Plaintiff, Elizabeth Chung, is suing her mother-in-law, Chung Peng Chih-Mei, a resident of Taiwan, and Intertrust Limited, a Bahamas Corporation, claiming that her estranged husband, David Chung, had put assets into his mother’s name to avoid tax liability and to block Elizabeth from asserting her rights to the property. Elizabeth seeks permission to serve her MIL by an alternative means. Her request is granted.
Elizabeth had obtained her MIL’s address in Taiwan from her husband in the discovery process in their divorce proceeding in California. She then sent process to be served on the MIL by delivery to the MIL’s doorman in Taiwan. The doorman accepted the service package, and confirmed that the MIL was a resident. Elizabeth then sent a follow-up service package by postal mail, but the mail was returned, claiming that the MIL did not reside at the address.

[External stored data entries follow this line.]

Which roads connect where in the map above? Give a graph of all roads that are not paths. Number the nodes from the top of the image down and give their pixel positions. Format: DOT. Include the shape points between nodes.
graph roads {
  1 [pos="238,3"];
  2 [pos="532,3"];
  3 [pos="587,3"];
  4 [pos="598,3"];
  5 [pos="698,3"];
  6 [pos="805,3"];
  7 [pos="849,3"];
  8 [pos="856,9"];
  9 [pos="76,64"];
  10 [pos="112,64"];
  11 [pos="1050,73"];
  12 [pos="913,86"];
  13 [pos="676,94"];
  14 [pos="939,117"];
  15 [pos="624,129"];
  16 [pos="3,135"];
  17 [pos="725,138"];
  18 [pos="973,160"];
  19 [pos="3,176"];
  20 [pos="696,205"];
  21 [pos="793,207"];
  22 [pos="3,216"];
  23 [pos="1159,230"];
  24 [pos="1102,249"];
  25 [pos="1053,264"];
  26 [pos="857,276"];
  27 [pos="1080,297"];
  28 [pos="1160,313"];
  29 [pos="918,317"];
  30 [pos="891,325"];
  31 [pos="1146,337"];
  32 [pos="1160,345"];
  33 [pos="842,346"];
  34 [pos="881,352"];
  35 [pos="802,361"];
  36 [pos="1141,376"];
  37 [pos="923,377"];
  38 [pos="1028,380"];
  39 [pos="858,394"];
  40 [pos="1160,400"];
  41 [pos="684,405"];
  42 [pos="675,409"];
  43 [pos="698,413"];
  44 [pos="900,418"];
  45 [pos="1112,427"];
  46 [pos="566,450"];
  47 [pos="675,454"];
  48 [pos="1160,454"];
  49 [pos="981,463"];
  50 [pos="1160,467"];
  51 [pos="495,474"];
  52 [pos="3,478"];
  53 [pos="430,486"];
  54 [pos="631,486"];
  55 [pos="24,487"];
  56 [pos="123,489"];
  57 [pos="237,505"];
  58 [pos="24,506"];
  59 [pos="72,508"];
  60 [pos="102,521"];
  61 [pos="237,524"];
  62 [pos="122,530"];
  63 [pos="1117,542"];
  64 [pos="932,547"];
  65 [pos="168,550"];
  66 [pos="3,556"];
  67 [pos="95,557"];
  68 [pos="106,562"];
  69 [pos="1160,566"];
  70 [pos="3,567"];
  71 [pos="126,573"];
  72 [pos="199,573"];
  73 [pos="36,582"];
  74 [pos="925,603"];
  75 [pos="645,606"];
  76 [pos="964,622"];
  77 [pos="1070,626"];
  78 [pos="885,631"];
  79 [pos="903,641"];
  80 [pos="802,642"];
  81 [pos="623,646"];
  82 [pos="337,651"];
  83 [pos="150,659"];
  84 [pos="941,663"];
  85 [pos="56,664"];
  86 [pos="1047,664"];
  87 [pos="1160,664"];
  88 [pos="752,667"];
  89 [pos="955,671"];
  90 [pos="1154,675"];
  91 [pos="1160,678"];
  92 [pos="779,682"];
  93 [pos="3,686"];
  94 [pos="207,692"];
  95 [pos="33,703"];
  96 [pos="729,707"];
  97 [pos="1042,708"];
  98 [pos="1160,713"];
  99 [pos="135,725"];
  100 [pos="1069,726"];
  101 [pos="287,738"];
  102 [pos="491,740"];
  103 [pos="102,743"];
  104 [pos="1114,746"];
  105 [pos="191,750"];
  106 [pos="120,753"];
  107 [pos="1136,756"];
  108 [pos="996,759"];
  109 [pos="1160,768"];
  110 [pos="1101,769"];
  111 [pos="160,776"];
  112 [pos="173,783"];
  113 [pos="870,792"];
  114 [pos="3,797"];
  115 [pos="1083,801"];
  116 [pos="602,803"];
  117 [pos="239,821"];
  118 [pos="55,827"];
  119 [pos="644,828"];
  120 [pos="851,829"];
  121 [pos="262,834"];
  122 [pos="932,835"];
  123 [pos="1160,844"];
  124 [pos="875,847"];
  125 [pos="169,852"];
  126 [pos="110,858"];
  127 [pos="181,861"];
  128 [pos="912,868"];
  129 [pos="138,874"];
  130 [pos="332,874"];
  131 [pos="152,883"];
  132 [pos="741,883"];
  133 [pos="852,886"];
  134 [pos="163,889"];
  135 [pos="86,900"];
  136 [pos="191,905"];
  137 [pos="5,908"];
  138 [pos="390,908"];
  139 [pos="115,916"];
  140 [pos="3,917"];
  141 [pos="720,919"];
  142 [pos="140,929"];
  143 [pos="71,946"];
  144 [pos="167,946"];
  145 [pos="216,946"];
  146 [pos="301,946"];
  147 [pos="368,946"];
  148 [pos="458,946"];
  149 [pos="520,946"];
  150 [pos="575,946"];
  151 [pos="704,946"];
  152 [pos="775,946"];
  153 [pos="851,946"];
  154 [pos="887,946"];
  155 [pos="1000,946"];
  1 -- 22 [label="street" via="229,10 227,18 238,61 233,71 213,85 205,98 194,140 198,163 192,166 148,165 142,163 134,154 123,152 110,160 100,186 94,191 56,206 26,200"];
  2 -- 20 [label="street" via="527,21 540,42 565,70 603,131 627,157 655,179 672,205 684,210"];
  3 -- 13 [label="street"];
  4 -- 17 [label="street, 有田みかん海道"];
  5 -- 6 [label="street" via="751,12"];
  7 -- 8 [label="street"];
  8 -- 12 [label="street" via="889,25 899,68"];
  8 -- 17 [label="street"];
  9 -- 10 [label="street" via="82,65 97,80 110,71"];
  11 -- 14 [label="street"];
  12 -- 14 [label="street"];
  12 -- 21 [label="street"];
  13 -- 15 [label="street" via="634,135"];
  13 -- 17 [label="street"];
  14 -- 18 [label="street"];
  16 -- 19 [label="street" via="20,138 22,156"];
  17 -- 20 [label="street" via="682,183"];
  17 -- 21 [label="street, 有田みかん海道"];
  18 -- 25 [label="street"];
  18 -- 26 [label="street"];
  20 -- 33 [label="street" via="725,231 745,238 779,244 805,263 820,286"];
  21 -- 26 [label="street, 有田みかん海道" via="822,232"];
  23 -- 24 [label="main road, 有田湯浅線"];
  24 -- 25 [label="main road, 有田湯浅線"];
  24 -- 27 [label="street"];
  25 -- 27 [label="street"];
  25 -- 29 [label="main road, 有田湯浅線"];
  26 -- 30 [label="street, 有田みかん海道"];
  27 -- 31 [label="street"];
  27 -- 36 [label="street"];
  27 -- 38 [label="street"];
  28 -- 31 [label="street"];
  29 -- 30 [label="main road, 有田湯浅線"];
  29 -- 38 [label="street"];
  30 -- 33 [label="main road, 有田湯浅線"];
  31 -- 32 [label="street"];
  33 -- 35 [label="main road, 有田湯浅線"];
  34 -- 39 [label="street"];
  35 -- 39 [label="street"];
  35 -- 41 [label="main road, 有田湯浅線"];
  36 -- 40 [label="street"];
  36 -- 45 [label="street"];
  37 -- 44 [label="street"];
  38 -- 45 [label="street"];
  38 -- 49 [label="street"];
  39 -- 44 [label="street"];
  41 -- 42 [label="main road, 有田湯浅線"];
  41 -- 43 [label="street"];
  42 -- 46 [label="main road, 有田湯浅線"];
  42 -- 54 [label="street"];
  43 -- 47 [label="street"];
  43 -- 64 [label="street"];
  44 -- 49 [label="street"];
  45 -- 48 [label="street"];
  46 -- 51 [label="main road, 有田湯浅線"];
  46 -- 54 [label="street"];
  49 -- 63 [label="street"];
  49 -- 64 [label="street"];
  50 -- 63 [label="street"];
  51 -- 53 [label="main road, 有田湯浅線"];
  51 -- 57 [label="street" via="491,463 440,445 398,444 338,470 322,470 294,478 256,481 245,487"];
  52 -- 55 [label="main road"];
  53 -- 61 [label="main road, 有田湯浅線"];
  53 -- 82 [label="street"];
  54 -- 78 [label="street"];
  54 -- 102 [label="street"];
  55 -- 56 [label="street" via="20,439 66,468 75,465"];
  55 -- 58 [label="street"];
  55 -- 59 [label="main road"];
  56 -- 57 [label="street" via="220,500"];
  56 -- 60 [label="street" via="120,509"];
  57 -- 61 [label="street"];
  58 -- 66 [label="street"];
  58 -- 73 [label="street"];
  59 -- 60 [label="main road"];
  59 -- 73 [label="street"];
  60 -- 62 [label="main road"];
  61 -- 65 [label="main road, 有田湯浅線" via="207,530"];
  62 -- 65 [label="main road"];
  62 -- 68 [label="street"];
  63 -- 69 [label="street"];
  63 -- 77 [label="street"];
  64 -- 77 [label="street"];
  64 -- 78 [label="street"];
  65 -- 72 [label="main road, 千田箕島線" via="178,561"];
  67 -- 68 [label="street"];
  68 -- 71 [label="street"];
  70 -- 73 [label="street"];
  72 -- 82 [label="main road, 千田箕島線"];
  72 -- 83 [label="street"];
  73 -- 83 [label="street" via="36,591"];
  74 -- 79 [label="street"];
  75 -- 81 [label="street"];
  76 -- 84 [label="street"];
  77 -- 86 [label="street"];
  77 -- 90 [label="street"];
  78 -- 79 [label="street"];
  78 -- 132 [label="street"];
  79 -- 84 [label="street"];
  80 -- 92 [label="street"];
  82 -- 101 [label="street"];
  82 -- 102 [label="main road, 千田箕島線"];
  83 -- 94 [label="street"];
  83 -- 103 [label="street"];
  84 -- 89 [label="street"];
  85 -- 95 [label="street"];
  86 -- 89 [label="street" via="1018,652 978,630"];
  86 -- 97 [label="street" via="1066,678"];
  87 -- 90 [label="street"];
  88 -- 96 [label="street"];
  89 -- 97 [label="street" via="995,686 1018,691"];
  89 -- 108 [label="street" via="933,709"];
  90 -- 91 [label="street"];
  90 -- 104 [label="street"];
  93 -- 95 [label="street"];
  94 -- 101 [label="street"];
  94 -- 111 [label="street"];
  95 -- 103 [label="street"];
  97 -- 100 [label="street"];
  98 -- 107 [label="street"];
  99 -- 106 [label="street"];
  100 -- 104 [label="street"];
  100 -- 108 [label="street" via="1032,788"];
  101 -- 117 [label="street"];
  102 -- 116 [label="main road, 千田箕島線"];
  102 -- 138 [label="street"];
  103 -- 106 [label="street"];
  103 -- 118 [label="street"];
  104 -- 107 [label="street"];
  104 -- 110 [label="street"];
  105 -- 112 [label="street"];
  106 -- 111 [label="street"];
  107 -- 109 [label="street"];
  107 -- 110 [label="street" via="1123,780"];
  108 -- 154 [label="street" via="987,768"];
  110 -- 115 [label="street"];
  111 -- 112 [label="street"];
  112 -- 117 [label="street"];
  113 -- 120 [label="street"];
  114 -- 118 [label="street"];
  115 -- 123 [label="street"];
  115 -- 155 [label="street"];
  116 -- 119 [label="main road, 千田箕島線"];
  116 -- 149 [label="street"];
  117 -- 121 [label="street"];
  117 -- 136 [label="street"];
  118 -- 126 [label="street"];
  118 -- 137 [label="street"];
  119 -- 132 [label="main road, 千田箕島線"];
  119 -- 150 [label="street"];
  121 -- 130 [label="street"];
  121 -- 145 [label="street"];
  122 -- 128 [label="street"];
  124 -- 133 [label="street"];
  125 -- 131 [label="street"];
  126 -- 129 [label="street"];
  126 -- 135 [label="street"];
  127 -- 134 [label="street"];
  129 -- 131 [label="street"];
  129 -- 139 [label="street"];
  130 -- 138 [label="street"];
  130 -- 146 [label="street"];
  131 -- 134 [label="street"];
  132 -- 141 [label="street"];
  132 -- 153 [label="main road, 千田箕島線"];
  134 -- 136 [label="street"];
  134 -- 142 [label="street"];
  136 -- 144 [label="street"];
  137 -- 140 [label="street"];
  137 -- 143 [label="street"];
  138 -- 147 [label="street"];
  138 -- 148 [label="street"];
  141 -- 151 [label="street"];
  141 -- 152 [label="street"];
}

Under FRCP 4(f), service can be made “by other means not prohibited by international agreement, as the court orders.” There is no international agreement (i.e., treaty) between the U.S. and Taiwan as to service. The court acknowledges that FRCP 4(f)(3) is not a last resort for serving a party, and a Plaintiff need not show that “all feasible service alternatives have been exhausted” before seeking relief under 4(f)(3). The method of service Elizabeth is requesting is to serve the MIL’s grandson by email (apparently the husband had sent the grandson legal documents for the MIL to execute in the past, at that precise email address), and for issuance of a letters rogatory for service. The court granted Elizabeth’s motion. The court’s order is something practitioners may want to emulate in a proposed order in a similar situation: it gives a step-by-step outline for precisely what Elizabeth is to do to service the MIL. It gives a mandate that an email be sent to X email address by her counsel, that the counsel must attach English and Chinese versions of the summons and complaint, and even included verbatim language that the counsel must include in the email in English and Chinese. The court also ordered that copies of the email be sent to the Husband’s lawyer in this case, and the Husband’s lawyer in the divorce case.